Me alegro de que me preguntes por lo de Peter. Desde aquel día, no he dejado de sentirme culpable. La verdad es que no vi morir al pobre chico, pero sí vi lo suficiente como para imaginarme el resto.

Tu primo Edward era, como tan plástica y pintorescamente lo has expresado, más asqueroso que un putrefacto gato muerto. Tú te las arreglaste para sacar del agua casi toda tu ropa y huir por las escarpaduras, pero Peter y Tonio no fueron tan rápidos.

Yo estaba en el otro lado del estanque y no creo que Edward y Micky se diesen cuenta siquiera de mi presencia. O quizá no me reconocieron. De cualquier forma, nunca me hablaron del incidente.

Sea como fuere, después de que tú te marchases, Edward empezó a martirizar todavía más a Peter, a salpicarle la cara y a hundirle la cabeza en el agua, mientras el pobre chico bregaba por encontrar sus ropas.

Me di cuenta de que las cosas se estaban pasando de rosca, pero me temo que fui un completo cobarde. Debí acudir en ayuda de Peter, pero yo no era mucho mayor, desde luego no lo suficiente para plantarles cara a Edward y Micky Miranda, y tampoco me apetecía que me empaparan también mis prendas. ¿Te acuerdas de cuál era el castigo por abandonar el recinto del colegio? Doce zurriagazos con el tiralíneas, y no me importa reconocer que aquello me aterraba más que ninguna otra cosa. De todas formas, cogí mi ropa y me escabullí sin llamar la atención.

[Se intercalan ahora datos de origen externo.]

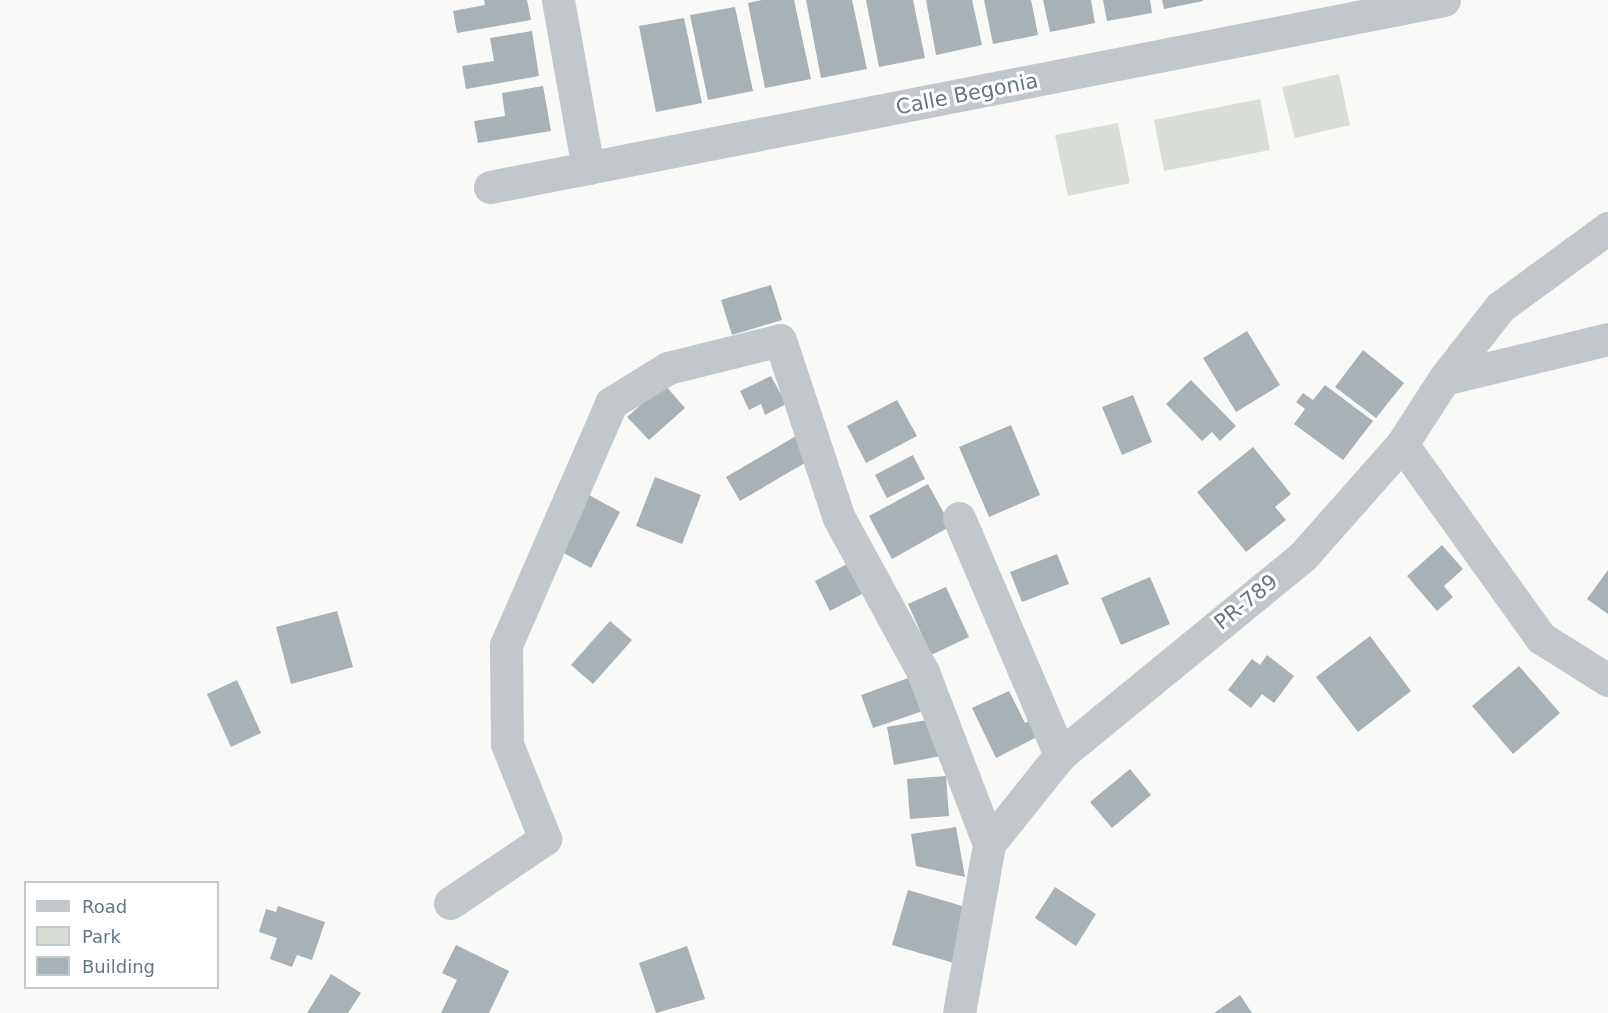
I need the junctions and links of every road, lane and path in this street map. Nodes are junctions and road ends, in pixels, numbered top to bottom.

Volví la cabeza una vez, para mirar por encima del borde de la cantera. No sé lo que había sucedido entretanto, pero en aquel momento Tonio gateaba por la ladera, desnudo y con un bulto de prendas húmedas aferrado entre los brazos, y Edward había dejado a Peter y cruzaba nadando la alberca, en persecución de Tonio. Peter daba boqueadas, farfullaba y se agitaba en medio del estanque.

Creí que a Peter no le pasaba nada, que aguantaría, pero es evidente que me equivoqué. Debía de estar en las últimas. Mientras Edward perseguía a Tonio y Micky miraba hacia otro lado, Peter se ahogó sin que nadie se diera cuenta.

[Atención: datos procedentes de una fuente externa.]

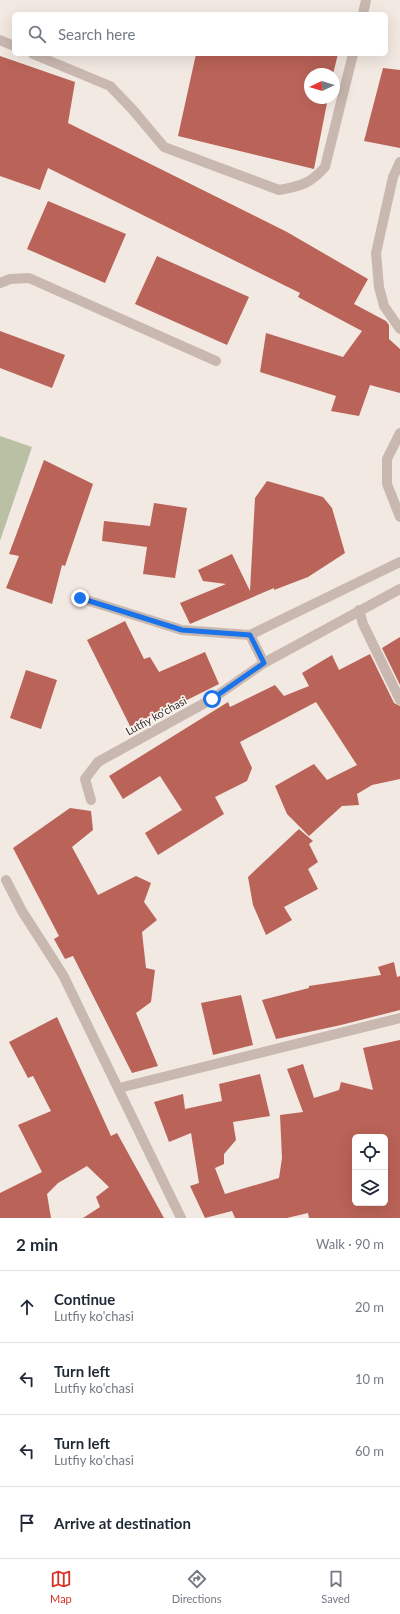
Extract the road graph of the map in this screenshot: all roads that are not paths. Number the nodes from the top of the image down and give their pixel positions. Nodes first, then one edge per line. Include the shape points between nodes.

Naturalmente, no me enteré de ello hasta después. Volví al colegio y me colé en el dormitorio. Cuando los maestros empezaron a hacer preguntas, juré que no me había movido de allí en toda la tarde. Al salir a la luz toda la espantosa historia, me faltaron redaños para confesar que había presenciado lo ocurrido.

No es un episodio del que sentirse orgulloso, Hugh. Pero, en todo caso, contar por fin la verdad ha hecho que me sienta un poco mejor…

Hugh dejó la carta de Albert Cammel y miró por la ventana de su alcoba. La misiva refería algo más y algo menos de lo que Cammel imaginaba.

Explicaba cómo se infiltró Micky Miranda en la familia Pilaster hasta el punto de pasar todas las vacaciones con Edward y conseguir que pagaran todos sus gastos los padres de su compañero de estudios. Sin duda, Micky le dijo a Augusta que, virtualmente, Edward había matado a Peter. Pero en la audiencia, Micky declaró que Edward intentó salvar al chico que se ahogaba. Y al contar aquella mentira libró a los Pilaster de la desgracia pública. Augusta se sintió intensamente agradecida… y acaso también temerosa de que algún día Micky pudiera revolverse contra ellos y descubriese la verdad. Esta idea puso en la boca del estómago de Hugh una sensación helada y un tanto aterradora. Sin saberlo, Albert Cammel había revelado que las relaciones de Augusta y Micky eran profundas, oscuras y corruptas.